Task to complete
Every record, from first to last, should be retyped word for word.
▶
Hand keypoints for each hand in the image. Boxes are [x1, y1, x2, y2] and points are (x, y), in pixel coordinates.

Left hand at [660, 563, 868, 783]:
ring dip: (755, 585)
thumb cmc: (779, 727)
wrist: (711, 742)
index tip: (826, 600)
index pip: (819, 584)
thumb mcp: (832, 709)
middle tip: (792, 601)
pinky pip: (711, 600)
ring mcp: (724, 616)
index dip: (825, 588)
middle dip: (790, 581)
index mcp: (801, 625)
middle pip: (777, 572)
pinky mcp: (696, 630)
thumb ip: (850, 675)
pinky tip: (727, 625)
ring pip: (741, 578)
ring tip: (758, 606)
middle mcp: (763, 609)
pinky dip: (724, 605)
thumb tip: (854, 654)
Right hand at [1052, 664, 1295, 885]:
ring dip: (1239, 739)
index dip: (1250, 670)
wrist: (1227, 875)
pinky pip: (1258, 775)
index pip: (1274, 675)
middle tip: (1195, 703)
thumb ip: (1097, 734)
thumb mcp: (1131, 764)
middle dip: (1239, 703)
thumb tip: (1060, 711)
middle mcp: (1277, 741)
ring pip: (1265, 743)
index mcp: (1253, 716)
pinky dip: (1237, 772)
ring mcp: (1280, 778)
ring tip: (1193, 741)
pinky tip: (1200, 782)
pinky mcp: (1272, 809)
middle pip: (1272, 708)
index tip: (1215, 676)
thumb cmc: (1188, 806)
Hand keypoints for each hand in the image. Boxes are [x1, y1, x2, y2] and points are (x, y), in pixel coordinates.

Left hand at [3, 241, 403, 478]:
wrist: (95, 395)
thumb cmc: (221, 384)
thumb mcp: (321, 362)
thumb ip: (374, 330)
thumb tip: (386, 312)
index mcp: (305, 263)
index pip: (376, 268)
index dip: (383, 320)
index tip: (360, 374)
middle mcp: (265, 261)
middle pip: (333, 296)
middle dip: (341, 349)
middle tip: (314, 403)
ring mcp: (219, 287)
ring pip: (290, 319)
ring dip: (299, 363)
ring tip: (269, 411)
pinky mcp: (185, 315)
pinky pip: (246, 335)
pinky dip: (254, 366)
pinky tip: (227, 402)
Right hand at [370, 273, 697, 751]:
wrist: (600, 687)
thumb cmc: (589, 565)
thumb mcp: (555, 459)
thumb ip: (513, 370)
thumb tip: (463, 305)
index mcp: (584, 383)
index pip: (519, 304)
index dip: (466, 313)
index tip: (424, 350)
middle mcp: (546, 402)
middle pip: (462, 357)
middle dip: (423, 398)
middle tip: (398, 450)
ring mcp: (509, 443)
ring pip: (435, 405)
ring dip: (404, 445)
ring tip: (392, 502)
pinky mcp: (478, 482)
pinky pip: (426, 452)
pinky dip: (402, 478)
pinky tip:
◀
Task output
Hand keypoints for each hand in the image. Boxes are [x1, y1, x2, y2] and points are (x, y), in pixel coordinates.

Left hand at [660, 563, 868, 783]:
ring dip: (755, 585)
thumb cmc: (779, 727)
wrist: (711, 742)
index tip: (826, 600)
index pip: (819, 584)
thumb mcp: (832, 709)
middle tip: (792, 601)
pinky pip: (711, 600)
ring mcp: (724, 616)
index dip: (825, 588)
middle dip: (790, 581)
index mcp: (801, 625)
middle pip: (777, 572)
pinky mcp: (696, 630)
thumb ip: (850, 675)
pinky tip: (727, 625)
ring pip: (741, 578)
ring tip: (758, 606)
middle mcp: (763, 609)
pinky dip: (724, 605)
thumb tip: (854, 654)
Right hand at [1052, 664, 1295, 885]:
ring dip: (1239, 739)
index dip: (1250, 670)
wrist: (1227, 875)
pinky pip: (1258, 775)
index pip: (1274, 675)
middle tip: (1195, 703)
thumb ip: (1097, 734)
thumb mcp: (1131, 764)
middle dip: (1239, 703)
thumb tip: (1060, 711)
middle mcp: (1277, 741)
ring pip: (1265, 743)
index mcp: (1253, 716)
pinky dip: (1237, 772)
ring mcp: (1280, 778)
ring tip: (1193, 741)
pinky tip: (1200, 782)
pinky mcp: (1272, 809)
middle pip: (1272, 708)
index tip: (1215, 676)
thumb cmc: (1188, 806)
Hand keypoints for each hand in the image. Boxes are [x1, y1, x2, y2] and points are (x, y), in pixel coordinates.

Left hand at [3, 241, 403, 478]:
wrist: (95, 395)
thumb cmc: (221, 384)
thumb mcp: (321, 362)
thumb ip: (374, 330)
thumb tip: (386, 312)
index mcp: (305, 263)
index pip: (376, 268)
index dip: (383, 320)
index tip: (360, 374)
middle mcp: (265, 261)
middle pip: (333, 296)
middle dip: (341, 349)
middle tip: (314, 403)
ring mcp: (219, 287)
ring pip: (290, 319)
ring dip: (299, 363)
ring tip: (269, 411)
pinky mcp: (185, 315)
pinky pip: (246, 335)
pinky dip: (254, 366)
pinky tip: (227, 402)
Right hand at [370, 273, 697, 751]:
wrist: (600, 687)
thumb cmc: (589, 565)
thumb mcp: (555, 459)
thumb ip: (513, 370)
thumb tip: (463, 305)
index mcp: (584, 383)
index pip: (519, 304)
index dip: (466, 313)
index tip: (424, 350)
middle mcp: (546, 402)
middle pip: (462, 357)
middle dip: (423, 398)
middle tip: (398, 450)
ring mcp: (509, 443)
ring pip: (435, 405)
ring dip: (404, 445)
ring tip: (392, 502)
pinky mcp: (478, 482)
pinky pip: (426, 452)
pinky dip: (402, 478)
pinky tip:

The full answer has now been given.